§ Problem to solve
For each line in the data that includes "other", make a copy.
++++ Input
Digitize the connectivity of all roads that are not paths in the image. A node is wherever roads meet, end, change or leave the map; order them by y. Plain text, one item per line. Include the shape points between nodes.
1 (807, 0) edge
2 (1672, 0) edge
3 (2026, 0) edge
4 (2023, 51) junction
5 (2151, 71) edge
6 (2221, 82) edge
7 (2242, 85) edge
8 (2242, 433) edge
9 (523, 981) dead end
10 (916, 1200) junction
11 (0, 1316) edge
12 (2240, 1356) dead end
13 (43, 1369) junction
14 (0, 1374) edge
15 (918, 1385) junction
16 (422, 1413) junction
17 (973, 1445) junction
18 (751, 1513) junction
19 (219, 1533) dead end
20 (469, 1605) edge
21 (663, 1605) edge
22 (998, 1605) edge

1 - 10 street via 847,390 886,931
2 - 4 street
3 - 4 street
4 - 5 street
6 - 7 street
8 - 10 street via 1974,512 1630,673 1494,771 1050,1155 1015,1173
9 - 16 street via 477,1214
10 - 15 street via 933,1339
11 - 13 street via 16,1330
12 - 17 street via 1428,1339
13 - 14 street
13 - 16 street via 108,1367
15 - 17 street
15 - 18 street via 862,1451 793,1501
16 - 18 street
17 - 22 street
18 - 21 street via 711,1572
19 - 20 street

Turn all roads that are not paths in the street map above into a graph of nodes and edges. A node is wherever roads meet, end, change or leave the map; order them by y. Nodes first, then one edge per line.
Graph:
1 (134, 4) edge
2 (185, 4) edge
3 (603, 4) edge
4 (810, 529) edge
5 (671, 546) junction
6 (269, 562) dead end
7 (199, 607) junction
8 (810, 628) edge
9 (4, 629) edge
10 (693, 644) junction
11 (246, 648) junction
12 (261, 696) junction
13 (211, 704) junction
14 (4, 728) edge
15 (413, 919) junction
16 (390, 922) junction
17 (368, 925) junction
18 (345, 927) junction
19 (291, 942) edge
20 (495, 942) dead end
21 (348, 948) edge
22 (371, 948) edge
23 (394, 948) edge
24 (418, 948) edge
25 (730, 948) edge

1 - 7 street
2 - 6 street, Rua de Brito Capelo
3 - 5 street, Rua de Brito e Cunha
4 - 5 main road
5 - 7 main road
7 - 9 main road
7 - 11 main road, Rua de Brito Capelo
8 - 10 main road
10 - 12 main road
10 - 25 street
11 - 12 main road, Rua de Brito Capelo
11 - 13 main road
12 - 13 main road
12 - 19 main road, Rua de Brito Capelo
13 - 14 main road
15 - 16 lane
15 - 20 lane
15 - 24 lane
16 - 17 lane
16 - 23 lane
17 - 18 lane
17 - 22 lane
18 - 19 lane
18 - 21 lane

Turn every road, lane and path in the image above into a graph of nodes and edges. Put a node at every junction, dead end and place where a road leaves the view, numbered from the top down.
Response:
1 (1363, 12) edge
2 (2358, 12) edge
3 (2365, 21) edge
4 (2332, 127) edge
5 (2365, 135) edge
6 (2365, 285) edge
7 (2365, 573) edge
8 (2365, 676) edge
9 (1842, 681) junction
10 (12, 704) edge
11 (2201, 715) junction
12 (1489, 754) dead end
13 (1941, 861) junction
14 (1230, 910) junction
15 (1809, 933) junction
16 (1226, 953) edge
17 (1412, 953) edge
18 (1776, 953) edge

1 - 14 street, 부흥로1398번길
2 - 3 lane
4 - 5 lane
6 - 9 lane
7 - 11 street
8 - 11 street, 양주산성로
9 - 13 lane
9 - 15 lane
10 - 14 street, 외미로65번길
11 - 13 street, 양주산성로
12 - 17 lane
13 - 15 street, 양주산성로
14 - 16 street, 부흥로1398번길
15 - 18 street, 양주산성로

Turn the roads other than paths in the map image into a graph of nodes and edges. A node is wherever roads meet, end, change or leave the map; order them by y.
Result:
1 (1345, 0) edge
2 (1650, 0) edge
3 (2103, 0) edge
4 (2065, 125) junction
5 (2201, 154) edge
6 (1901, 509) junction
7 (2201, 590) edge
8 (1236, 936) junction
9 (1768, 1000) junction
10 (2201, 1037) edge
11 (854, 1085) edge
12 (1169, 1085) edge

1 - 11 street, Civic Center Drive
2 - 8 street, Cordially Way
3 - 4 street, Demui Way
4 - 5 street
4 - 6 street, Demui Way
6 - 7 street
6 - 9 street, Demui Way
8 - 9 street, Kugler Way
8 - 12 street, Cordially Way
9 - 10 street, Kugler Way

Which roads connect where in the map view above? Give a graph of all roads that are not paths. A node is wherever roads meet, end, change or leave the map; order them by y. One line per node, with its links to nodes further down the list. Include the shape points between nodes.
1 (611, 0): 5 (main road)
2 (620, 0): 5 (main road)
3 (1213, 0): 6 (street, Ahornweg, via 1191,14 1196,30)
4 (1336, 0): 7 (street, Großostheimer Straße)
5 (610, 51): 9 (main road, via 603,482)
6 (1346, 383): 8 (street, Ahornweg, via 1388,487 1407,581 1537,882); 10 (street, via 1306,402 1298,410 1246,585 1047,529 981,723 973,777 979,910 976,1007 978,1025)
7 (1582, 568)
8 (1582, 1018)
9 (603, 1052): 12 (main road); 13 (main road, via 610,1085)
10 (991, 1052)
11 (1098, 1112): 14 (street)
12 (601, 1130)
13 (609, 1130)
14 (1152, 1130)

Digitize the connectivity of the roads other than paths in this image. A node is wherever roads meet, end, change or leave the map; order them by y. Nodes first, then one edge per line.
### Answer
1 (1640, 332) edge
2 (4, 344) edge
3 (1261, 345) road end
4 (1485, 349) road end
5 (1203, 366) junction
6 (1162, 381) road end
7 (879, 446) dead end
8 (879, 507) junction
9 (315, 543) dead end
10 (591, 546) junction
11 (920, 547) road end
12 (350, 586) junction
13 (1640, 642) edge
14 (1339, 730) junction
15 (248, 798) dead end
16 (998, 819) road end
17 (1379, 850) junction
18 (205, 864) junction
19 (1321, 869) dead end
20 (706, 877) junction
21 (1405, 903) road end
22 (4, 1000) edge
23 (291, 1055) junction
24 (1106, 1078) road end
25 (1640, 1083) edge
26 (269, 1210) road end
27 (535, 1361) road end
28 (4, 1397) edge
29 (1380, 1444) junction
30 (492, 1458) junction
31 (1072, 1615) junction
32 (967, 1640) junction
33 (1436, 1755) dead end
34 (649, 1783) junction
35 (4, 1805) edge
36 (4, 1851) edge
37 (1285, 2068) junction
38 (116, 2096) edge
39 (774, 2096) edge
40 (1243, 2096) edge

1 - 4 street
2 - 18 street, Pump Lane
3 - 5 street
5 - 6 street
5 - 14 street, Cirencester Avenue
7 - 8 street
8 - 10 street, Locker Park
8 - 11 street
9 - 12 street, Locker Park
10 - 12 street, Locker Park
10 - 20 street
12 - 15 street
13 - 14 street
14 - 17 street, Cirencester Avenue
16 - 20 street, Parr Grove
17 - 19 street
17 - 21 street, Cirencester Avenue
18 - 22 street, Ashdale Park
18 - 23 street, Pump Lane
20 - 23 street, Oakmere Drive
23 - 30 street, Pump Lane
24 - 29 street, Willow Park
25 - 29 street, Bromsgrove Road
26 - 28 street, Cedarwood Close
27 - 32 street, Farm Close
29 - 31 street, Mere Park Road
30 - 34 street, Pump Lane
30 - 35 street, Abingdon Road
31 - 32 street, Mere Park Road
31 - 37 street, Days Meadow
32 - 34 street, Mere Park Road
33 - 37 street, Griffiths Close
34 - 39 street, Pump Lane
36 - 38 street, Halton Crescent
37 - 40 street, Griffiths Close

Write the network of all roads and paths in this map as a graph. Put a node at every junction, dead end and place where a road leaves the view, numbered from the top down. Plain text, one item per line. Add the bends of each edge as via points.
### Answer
++++++++
§ Exercise solution
Turn the roads other than paths in the map image into a graph of nodes and edges. A node is wherever roads meet, end, change or leave the map; order them by y.
Digitize the connectivity of the roads other than paths in this image. A node is wherever roads meet, end, change or leave the map; order them by y. Nodes first, then one edge per line.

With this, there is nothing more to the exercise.